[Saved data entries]
------------

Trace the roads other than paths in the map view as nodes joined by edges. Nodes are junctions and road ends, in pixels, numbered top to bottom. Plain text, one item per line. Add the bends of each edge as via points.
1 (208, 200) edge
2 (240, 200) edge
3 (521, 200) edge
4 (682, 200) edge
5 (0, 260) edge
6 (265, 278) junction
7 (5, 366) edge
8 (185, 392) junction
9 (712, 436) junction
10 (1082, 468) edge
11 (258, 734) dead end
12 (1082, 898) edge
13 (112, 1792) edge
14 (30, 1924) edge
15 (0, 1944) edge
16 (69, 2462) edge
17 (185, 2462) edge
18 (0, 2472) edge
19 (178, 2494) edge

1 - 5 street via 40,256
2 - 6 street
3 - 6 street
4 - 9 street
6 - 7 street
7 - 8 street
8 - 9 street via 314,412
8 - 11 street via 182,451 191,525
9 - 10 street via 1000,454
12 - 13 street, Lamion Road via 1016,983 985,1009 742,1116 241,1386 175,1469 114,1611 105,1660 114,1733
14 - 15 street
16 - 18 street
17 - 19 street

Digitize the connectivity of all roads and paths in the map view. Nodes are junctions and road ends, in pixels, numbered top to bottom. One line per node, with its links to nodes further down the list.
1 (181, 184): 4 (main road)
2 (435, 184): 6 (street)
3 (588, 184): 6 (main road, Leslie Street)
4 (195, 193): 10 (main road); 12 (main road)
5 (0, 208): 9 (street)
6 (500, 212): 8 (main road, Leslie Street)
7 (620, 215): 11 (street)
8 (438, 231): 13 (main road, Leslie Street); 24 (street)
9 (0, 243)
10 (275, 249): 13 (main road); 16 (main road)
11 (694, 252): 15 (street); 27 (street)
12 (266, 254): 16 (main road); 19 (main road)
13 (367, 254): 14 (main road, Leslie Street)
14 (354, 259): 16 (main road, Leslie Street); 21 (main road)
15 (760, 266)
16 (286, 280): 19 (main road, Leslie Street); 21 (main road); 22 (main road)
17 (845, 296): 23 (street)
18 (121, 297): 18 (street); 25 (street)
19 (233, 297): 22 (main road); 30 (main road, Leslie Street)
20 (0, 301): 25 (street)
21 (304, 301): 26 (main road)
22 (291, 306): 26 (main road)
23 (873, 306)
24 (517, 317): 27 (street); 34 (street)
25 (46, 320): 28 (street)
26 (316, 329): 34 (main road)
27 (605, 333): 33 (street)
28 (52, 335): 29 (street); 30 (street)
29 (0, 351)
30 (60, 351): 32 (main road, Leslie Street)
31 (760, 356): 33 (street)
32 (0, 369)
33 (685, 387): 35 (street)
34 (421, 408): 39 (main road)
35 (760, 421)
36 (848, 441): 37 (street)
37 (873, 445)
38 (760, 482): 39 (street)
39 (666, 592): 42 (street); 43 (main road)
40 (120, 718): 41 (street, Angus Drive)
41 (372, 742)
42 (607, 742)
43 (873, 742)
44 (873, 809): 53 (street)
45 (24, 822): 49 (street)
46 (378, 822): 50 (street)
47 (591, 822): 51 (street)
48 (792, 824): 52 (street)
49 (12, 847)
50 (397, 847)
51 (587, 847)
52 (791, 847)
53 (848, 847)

------------

§ YOUR ASSIGNMENT: Output each entry exactly as written, leaving none out.

§ YOUR RESPONSE:
Trace the roads other than paths in the map view as nodes joined by edges. Nodes are junctions and road ends, in pixels, numbered top to bottom. Plain text, one item per line. Add the bends of each edge as via points.
1 (208, 200) edge
2 (240, 200) edge
3 (521, 200) edge
4 (682, 200) edge
5 (0, 260) edge
6 (265, 278) junction
7 (5, 366) edge
8 (185, 392) junction
9 (712, 436) junction
10 (1082, 468) edge
11 (258, 734) dead end
12 (1082, 898) edge
13 (112, 1792) edge
14 (30, 1924) edge
15 (0, 1944) edge
16 (69, 2462) edge
17 (185, 2462) edge
18 (0, 2472) edge
19 (178, 2494) edge

1 - 5 street via 40,256
2 - 6 street
3 - 6 street
4 - 9 street
6 - 7 street
7 - 8 street
8 - 9 street via 314,412
8 - 11 street via 182,451 191,525
9 - 10 street via 1000,454
12 - 13 street, Lamion Road via 1016,983 985,1009 742,1116 241,1386 175,1469 114,1611 105,1660 114,1733
14 - 15 street
16 - 18 street
17 - 19 street

Digitize the connectivity of all roads and paths in the map view. Nodes are junctions and road ends, in pixels, numbered top to bottom. One line per node, with its links to nodes further down the list.
1 (181, 184): 4 (main road)
2 (435, 184): 6 (street)
3 (588, 184): 6 (main road, Leslie Street)
4 (195, 193): 10 (main road); 12 (main road)
5 (0, 208): 9 (street)
6 (500, 212): 8 (main road, Leslie Street)
7 (620, 215): 11 (street)
8 (438, 231): 13 (main road, Leslie Street); 24 (street)
9 (0, 243)
10 (275, 249): 13 (main road); 16 (main road)
11 (694, 252): 15 (street); 27 (street)
12 (266, 254): 16 (main road); 19 (main road)
13 (367, 254): 14 (main road, Leslie Street)
14 (354, 259): 16 (main road, Leslie Street); 21 (main road)
15 (760, 266)
16 (286, 280): 19 (main road, Leslie Street); 21 (main road); 22 (main road)
17 (845, 296): 23 (street)
18 (121, 297): 18 (street); 25 (street)
19 (233, 297): 22 (main road); 30 (main road, Leslie Street)
20 (0, 301): 25 (street)
21 (304, 301): 26 (main road)
22 (291, 306): 26 (main road)
23 (873, 306)
24 (517, 317): 27 (street); 34 (street)
25 (46, 320): 28 (street)
26 (316, 329): 34 (main road)
27 (605, 333): 33 (street)
28 (52, 335): 29 (street); 30 (street)
29 (0, 351)
30 (60, 351): 32 (main road, Leslie Street)
31 (760, 356): 33 (street)
32 (0, 369)
33 (685, 387): 35 (street)
34 (421, 408): 39 (main road)
35 (760, 421)
36 (848, 441): 37 (street)
37 (873, 445)
38 (760, 482): 39 (street)
39 (666, 592): 42 (street); 43 (main road)
40 (120, 718): 41 (street, Angus Drive)
41 (372, 742)
42 (607, 742)
43 (873, 742)
44 (873, 809): 53 (street)
45 (24, 822): 49 (street)
46 (378, 822): 50 (street)
47 (591, 822): 51 (street)
48 (792, 824): 52 (street)
49 (12, 847)
50 (397, 847)
51 (587, 847)
52 (791, 847)
53 (848, 847)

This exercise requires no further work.